Revocable Living Trusts

This post is not legal advice and does not provide any legal solution. Don't be silly contact an attorney to answer questions to specific facts.

General Overview


The revocable living trust (RLT) is an arrangement by which a person transfers ownership of property into a trust throughout the course of his or her lifetime. There are four main components to a RLT:

  1. Grantor - the creator of the trust.
  2. Trustee - the person or entity that manages the trust property according to the trust documents.
  3. Trust Assets/Corpus - property transferred into the trust.
  4. Beneficiaries - those who receive the benefits of the trust.

An RLT can be used as a substitute for a Will, in many respects, by providing for the distribution of assets upon the grantor's death. Unlike a Will, a revocable living trust governs the distribution and use of the trust assets during the grantor’s lifetime, which can make it a useful planning tool in case the grantor becomes incapacitated during his or her lifetime.

Description & Operation


State law regulates a person's ability to utilize certain estate planning instruments and even provides the requirements for a trust to be valid and the rules governing trust administration. The RLT is established by a written legal instrument or declaration that appoints a trustee to manage and administer the property of the grantor. Competent adults with the requisite mental capacity can generally establish an RLT. In essence, the trust is like a guidebook for how the grantor’s assets are to be handled while alive and incapacitated or even after death.

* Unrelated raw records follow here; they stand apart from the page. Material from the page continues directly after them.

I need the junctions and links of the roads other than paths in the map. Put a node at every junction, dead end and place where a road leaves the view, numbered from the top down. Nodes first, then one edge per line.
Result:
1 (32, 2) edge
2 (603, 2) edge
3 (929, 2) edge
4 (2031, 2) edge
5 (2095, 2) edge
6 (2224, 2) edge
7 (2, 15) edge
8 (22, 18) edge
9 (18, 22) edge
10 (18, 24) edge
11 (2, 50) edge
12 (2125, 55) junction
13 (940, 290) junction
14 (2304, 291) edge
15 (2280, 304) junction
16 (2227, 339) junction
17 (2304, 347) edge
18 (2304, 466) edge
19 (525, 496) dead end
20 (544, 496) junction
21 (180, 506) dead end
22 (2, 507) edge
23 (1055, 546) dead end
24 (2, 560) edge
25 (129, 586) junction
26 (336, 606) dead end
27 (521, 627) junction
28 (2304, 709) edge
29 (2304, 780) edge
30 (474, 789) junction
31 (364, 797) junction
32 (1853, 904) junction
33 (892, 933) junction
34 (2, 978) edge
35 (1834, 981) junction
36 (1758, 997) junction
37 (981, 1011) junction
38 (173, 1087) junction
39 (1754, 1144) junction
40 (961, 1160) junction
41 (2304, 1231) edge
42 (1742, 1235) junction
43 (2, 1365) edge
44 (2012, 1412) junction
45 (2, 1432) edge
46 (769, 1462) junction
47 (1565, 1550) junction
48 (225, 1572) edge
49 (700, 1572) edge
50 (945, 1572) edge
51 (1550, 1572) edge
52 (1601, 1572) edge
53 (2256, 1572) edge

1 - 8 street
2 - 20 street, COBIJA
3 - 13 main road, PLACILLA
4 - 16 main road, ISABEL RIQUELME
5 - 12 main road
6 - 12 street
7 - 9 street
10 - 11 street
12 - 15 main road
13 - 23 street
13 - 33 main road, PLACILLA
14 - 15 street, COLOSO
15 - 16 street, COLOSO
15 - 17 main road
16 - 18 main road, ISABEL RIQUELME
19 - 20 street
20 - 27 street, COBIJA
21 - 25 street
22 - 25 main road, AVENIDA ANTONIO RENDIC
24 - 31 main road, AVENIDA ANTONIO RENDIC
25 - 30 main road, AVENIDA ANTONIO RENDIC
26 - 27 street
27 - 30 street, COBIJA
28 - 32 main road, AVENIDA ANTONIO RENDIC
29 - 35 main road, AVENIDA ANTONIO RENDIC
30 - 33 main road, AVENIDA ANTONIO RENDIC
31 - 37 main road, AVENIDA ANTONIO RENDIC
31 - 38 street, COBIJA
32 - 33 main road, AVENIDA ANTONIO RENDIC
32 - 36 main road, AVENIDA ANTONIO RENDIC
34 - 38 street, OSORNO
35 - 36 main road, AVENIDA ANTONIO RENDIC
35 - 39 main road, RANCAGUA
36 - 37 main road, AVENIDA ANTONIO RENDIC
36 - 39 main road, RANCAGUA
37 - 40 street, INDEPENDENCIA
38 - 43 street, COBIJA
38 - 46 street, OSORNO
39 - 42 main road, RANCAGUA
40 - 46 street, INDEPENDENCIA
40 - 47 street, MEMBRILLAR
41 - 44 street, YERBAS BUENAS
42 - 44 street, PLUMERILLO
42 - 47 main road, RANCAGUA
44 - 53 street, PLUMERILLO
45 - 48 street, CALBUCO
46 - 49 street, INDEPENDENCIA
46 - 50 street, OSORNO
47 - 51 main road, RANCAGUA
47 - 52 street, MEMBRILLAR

Advantages of the Living Trust

  1. Avoidance of Probate. Probate is the legal process for transferring property upon a person's incapacity or death. Assets owned by an RLT are not generally subject to the probate proceeding and do not have to go through the probate process. The benefit is efficiency by providing an avenue for  faster and less costly method of managing or transferring property by Will. Depending on local law, Wills are subject to probate statutes and proceedings, which could require informal probate or even court supervised probate. An RLT can be especially useful in avoiding multiple probate proceedings when real estate or other property is owned in several states.
  2. Changeable or Revocable. The RLT allows the grantor to make changes (or amendments) to the trust document while still alive and with the requisite mental capacity.
  3. Privacy Preservation. Trusts allows for the disposition of property or assets to remain private within the constraints of the trust document. Generally, the probate process may require disclosure of beneficiaries, creditors and inventories of an estate to the public.
  4. Segregation of Assets. A RLT may be useful for married couples with substantial separate property acquired prior to the marriage. The trust can help segregate those assets from their community property assets. Moreover, in community property states, passing property to children or other beneficiaries can be tricky. Having the RLT provide mechanisms to deal with a beneficiary's property characterization can help keep inheritances separate long after they receive them.
  5. Estate Tax Minimization. Generally speaking, the RLT does nothing to save estate or income taxes during life, but provisions can be included in the trust to take advantage of or preserve estate exemption amounts at death along with income tax planning. However, using the RLT in conjunction with advanced estate planning can power effects on the Estate / Gift / Generation Skipping Tax and Income of property.